What you are asked to do — Could you restate the data below word for word, without its pictures?

Task material —
%%

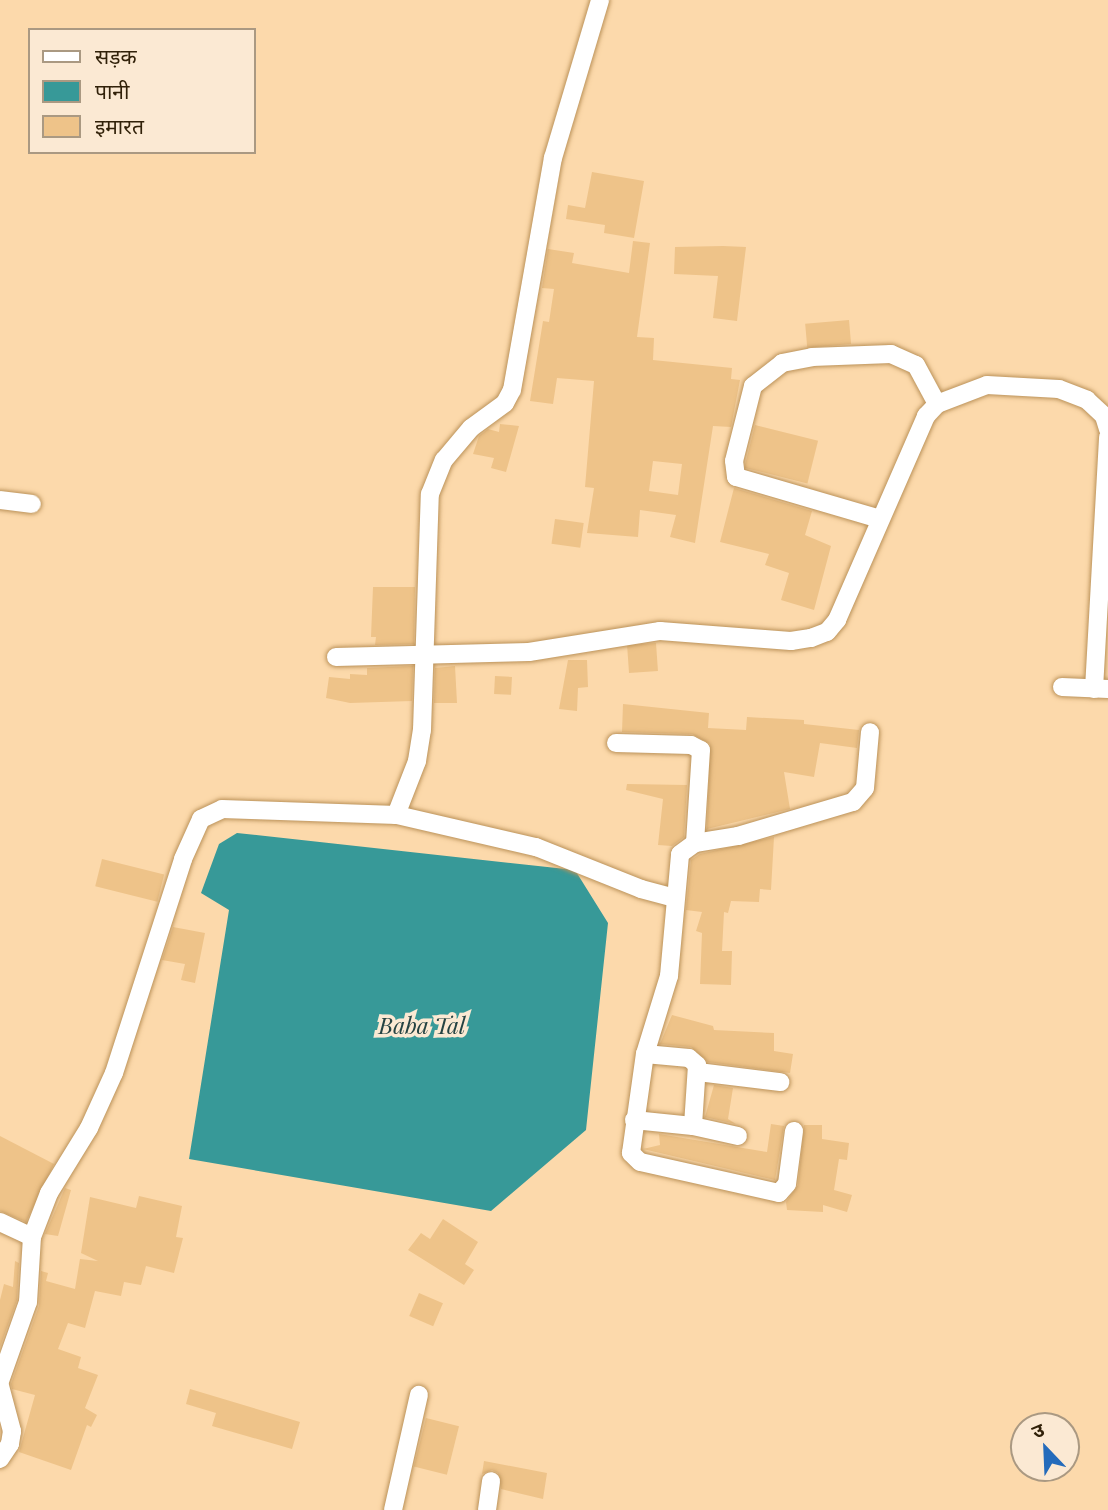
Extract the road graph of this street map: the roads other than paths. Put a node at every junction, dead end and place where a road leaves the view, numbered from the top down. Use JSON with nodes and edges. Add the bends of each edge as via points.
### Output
{"nodes":[{"id":1,"x":600,"y":0,"type":"edge"},
{"id":2,"x":937,"y":404,"type":"junction"},
{"id":3,"x":1108,"y":429,"type":"edge"},
{"id":4,"x":1108,"y":437,"type":"edge"},
{"id":5,"x":1108,"y":443,"type":"edge"},
{"id":6,"x":0,"y":500,"type":"edge"},
{"id":7,"x":32,"y":504,"type":"dead end"},
{"id":8,"x":880,"y":519,"type":"junction"},
{"id":9,"x":422,"y":654,"type":"junction"},
{"id":10,"x":336,"y":657,"type":"dead end"},
{"id":11,"x":1062,"y":687,"type":"dead end"},
{"id":12,"x":1101,"y":689,"type":"edge"},
{"id":13,"x":870,"y":732,"type":"dead end"},
{"id":14,"x":616,"y":743,"type":"dead end"},
{"id":15,"x":396,"y":815,"type":"junction"},
{"id":16,"x":695,"y":843,"type":"junction"},
{"id":17,"x":674,"y":898,"type":"junction"},
{"id":18,"x":645,"y":1054,"type":"junction"},
{"id":19,"x":698,"y":1072,"type":"junction"},
{"id":20,"x":780,"y":1082,"type":"dead end"},
{"id":21,"x":634,"y":1120,"type":"junction"},
{"id":22,"x":693,"y":1126,"type":"junction"},
{"id":23,"x":794,"y":1131,"type":"dead end"},
{"id":24,"x":738,"y":1136,"type":"dead end"},
{"id":25,"x":0,"y":1222,"type":"edge"},
{"id":26,"x":32,"y":1237,"type":"junction"},
{"id":27,"x":0,"y":1383,"type":"edge"},
{"id":28,"x":419,"y":1395,"type":"dead end"},
{"id":29,"x":0,"y":1459,"type":"edge"},
{"id":30,"x":491,"y":1481,"type":"dead end"},
{"id":31,"x":393,"y":1510,"type":"edge"},
{"id":32,"x":487,"y":1510,"type":"edge"}],
"edges":[{"from":1,"to":9,"type":"street","via":[[553,158],[512,390],[505,403],[471,428],[444,460],[430,494]]},
{"from":2,"to":3,"type":"street","via":[[987,386],[1059,389],[1087,400],[1104,416]]},
{"from":2,"to":8,"type":"street","via":[[926,416]]},
{"from":2,"to":8,"type":"street","via":[[915,365],[891,354],[811,357],[782,363],[753,386],[734,461],[736,477]]},
{"from":4,"to":5,"type":"street"},
{"from":5,"to":12,"type":"street"},
{"from":6,"to":7,"type":"street"},
{"from":8,"to":9,"type":"street","via":[[837,620],[827,632],[811,638],[791,641],[660,631],[529,652]]},
{"from":9,"to":10,"type":"street"},
{"from":9,"to":15,"type":"street","via":[[417,761]]},
{"from":11,"to":12,"type":"street"},
{"from":13,"to":16,"type":"street","via":[[865,788],[853,802],[738,836]]},
{"from":14,"to":16,"type":"street","via":[[691,745],[701,750]]},
{"from":15,"to":17,"type":"street","via":[[537,847]]},
{"from":15,"to":26,"type":"street","via":[[222,809],[201,819],[186,849],[114,1073],[89,1128],[50,1193]]},
{"from":16,"to":17,"type":"street","via":[[680,854]]},
{"from":17,"to":18,"type":"street","via":[[669,976]]},
{"from":18,"to":19,"type":"street","via":[[689,1058]]},
{"from":18,"to":21,"type":"street"},
{"from":19,"to":20,"type":"street"},
{"from":19,"to":22,"type":"street"},
{"from":21,"to":22,"type":"street"},
{"from":21,"to":23,"type":"street","via":[[631,1153],[640,1162],[779,1194],[787,1184]]},
{"from":22,"to":24,"type":"street"},
{"from":25,"to":26,"type":"street"},
{"from":26,"to":27,"type":"street","via":[[28,1302]]},
{"from":27,"to":29,"type":"street","via":[[12,1431]]},
{"from":28,"to":31,"type":"street"},
{"from":30,"to":32,"type":"street"}]}
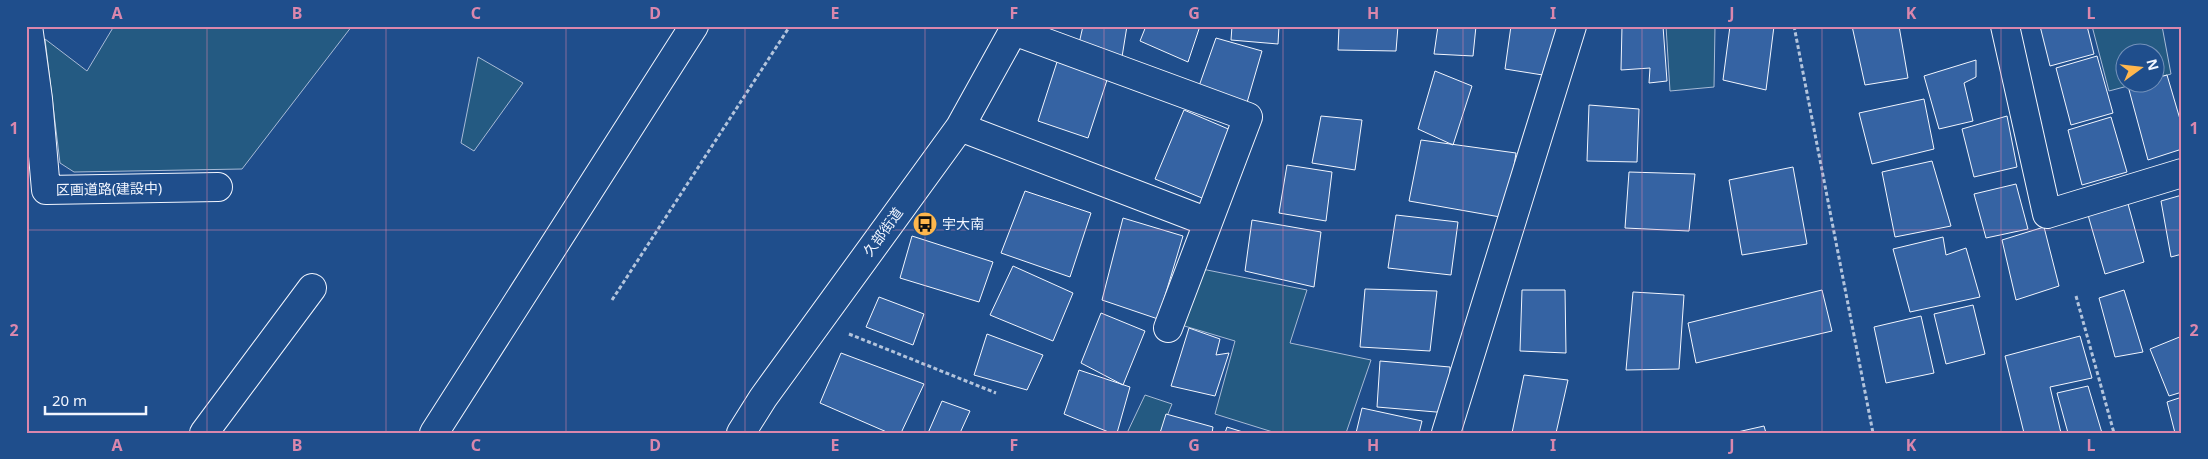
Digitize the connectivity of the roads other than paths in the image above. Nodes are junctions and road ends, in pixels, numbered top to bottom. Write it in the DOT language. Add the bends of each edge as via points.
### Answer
graph roads {
  1 [pos="28,26"];
  2 [pos="694,26"];
  3 [pos="1572,26"];
  4 [pos="2005,26"];
  5 [pos="1015,29"];
  6 [pos="960,127"];
  7 [pos="2182,173"];
  8 [pos="218,187"];
  9 [pos="1208,222"];
  10 [pos="312,288"];
  11 [pos="1168,328"];
  12 [pos="204,433"];
  13 [pos="434,433"];
  14 [pos="741,433"];
  15 [pos="1446,433"];
  1 -- 8 [label="street, 区画道路(建設中)" via="46,190"];
  2 -- 13 [label="street"];
  3 -- 15 [label="street"];
  4 -- 7 [label="street" via="2047,214"];
  5 -- 6 [label="street, 久部街道"];
  5 -- 9 [label="street" via="1248,117"];
  6 -- 9 [label="street"];
  6 -- 14 [label="street, 久部街道" via="762,398"];
  9 -- 11 [label="street"];
  10 -- 12 [label="street"];
}
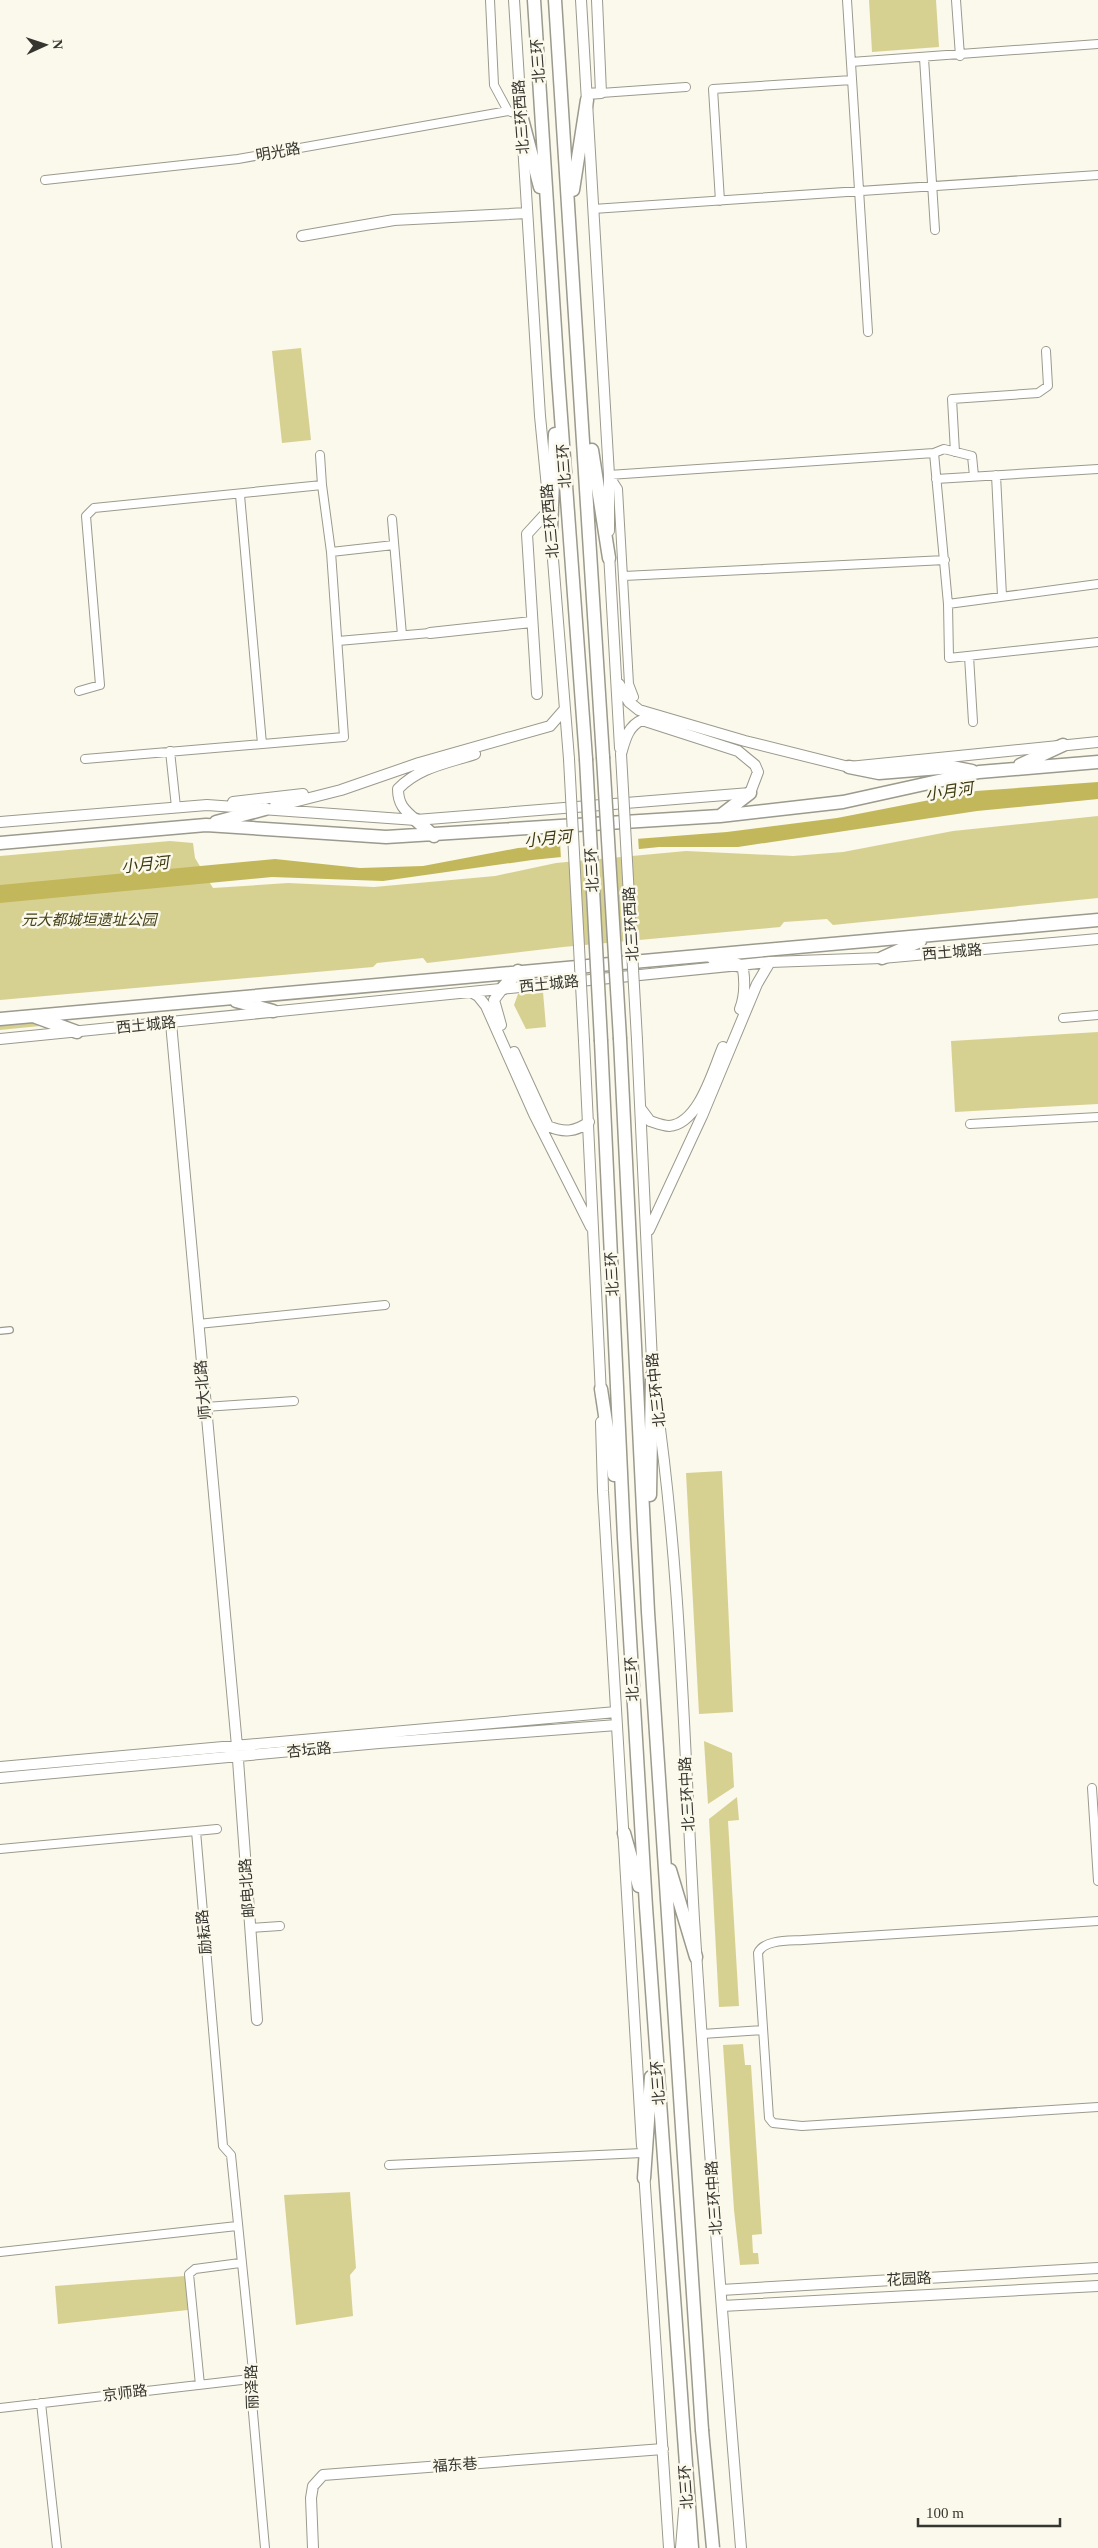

%%

Solved exercise —
Extract the road graph of this street map: the roads other than paths. Put a node at every junction, dead end and place where a road leaves the view, numbered from the top down. Use JSON with nodes and edges. Add the bends of each edge as via points.
### Output
{"nodes":[{"id":1,"x":600,"y":0,"type":"edge"},
{"id":2,"x":937,"y":404,"type":"junction"},
{"id":3,"x":1108,"y":429,"type":"edge"},
{"id":4,"x":1108,"y":437,"type":"edge"},
{"id":5,"x":1108,"y":443,"type":"edge"},
{"id":6,"x":0,"y":500,"type":"edge"},
{"id":7,"x":32,"y":504,"type":"dead end"},
{"id":8,"x":880,"y":519,"type":"junction"},
{"id":9,"x":422,"y":654,"type":"junction"},
{"id":10,"x":336,"y":657,"type":"dead end"},
{"id":11,"x":1062,"y":687,"type":"dead end"},
{"id":12,"x":1101,"y":689,"type":"edge"},
{"id":13,"x":870,"y":732,"type":"dead end"},
{"id":14,"x":616,"y":743,"type":"dead end"},
{"id":15,"x":396,"y":815,"type":"junction"},
{"id":16,"x":695,"y":843,"type":"junction"},
{"id":17,"x":674,"y":898,"type":"junction"},
{"id":18,"x":645,"y":1054,"type":"junction"},
{"id":19,"x":698,"y":1072,"type":"junction"},
{"id":20,"x":780,"y":1082,"type":"dead end"},
{"id":21,"x":634,"y":1120,"type":"junction"},
{"id":22,"x":693,"y":1126,"type":"junction"},
{"id":23,"x":794,"y":1131,"type":"dead end"},
{"id":24,"x":738,"y":1136,"type":"dead end"},
{"id":25,"x":0,"y":1222,"type":"edge"},
{"id":26,"x":32,"y":1237,"type":"junction"},
{"id":27,"x":0,"y":1383,"type":"edge"},
{"id":28,"x":419,"y":1395,"type":"dead end"},
{"id":29,"x":0,"y":1459,"type":"edge"},
{"id":30,"x":491,"y":1481,"type":"dead end"},
{"id":31,"x":393,"y":1510,"type":"edge"},
{"id":32,"x":487,"y":1510,"type":"edge"}],
"edges":[{"from":1,"to":9,"type":"street","via":[[553,158],[512,390],[505,403],[471,428],[444,460],[430,494]]},
{"from":2,"to":3,"type":"street","via":[[987,386],[1059,389],[1087,400],[1104,416]]},
{"from":2,"to":8,"type":"street","via":[[926,416]]},
{"from":2,"to":8,"type":"street","via":[[915,365],[891,354],[811,357],[782,363],[753,386],[734,461],[736,477]]},
{"from":4,"to":5,"type":"street"},
{"from":5,"to":12,"type":"street"},
{"from":6,"to":7,"type":"street"},
{"from":8,"to":9,"type":"street","via":[[837,620],[827,632],[811,638],[791,641],[660,631],[529,652]]},
{"from":9,"to":10,"type":"street"},
{"from":9,"to":15,"type":"street","via":[[417,761]]},
{"from":11,"to":12,"type":"street"},
{"from":13,"to":16,"type":"street","via":[[865,788],[853,802],[738,836]]},
{"from":14,"to":16,"type":"street","via":[[691,745],[701,750]]},
{"from":15,"to":17,"type":"street","via":[[537,847]]},
{"from":15,"to":26,"type":"street","via":[[222,809],[201,819],[186,849],[114,1073],[89,1128],[50,1193]]},
{"from":16,"to":17,"type":"street","via":[[680,854]]},
{"from":17,"to":18,"type":"street","via":[[669,976]]},
{"from":18,"to":19,"type":"street","via":[[689,1058]]},
{"from":18,"to":21,"type":"street"},
{"from":19,"to":20,"type":"street"},
{"from":19,"to":22,"type":"street"},
{"from":21,"to":22,"type":"street"},
{"from":21,"to":23,"type":"street","via":[[631,1153],[640,1162],[779,1194],[787,1184]]},
{"from":22,"to":24,"type":"street"},
{"from":25,"to":26,"type":"street"},
{"from":26,"to":27,"type":"street","via":[[28,1302]]},
{"from":27,"to":29,"type":"street","via":[[12,1431]]},
{"from":28,"to":31,"type":"street"},
{"from":30,"to":32,"type":"street"}]}
Digitize the connectivity of the roads other than paths in the image above. Nodes are junctions and road ends, in pixels, numbered top to bottom. Write it in the DOT language. Add the bends of each edge as via points.
### Answer
graph roads {
  1 [pos="28,26"];
  2 [pos="694,26"];
  3 [pos="1572,26"];
  4 [pos="2005,26"];
  5 [pos="1015,29"];
  6 [pos="960,127"];
  7 [pos="2182,173"];
  8 [pos="218,187"];
  9 [pos="1208,222"];
  10 [pos="312,288"];
  11 [pos="1168,328"];
  12 [pos="204,433"];
  13 [pos="434,433"];
  14 [pos="741,433"];
  15 [pos="1446,433"];
  1 -- 8 [label="street, 区画道路(建設中)" via="46,190"];
  2 -- 13 [label="street"];
  3 -- 15 [label="street"];
  4 -- 7 [label="street" via="2047,214"];
  5 -- 6 [label="street, 久部街道"];
  5 -- 9 [label="street" via="1248,117"];
  6 -- 9 [label="street"];
  6 -- 14 [label="street, 久部街道" via="762,398"];
  9 -- 11 [label="street"];
  10 -- 12 [label="street"];
}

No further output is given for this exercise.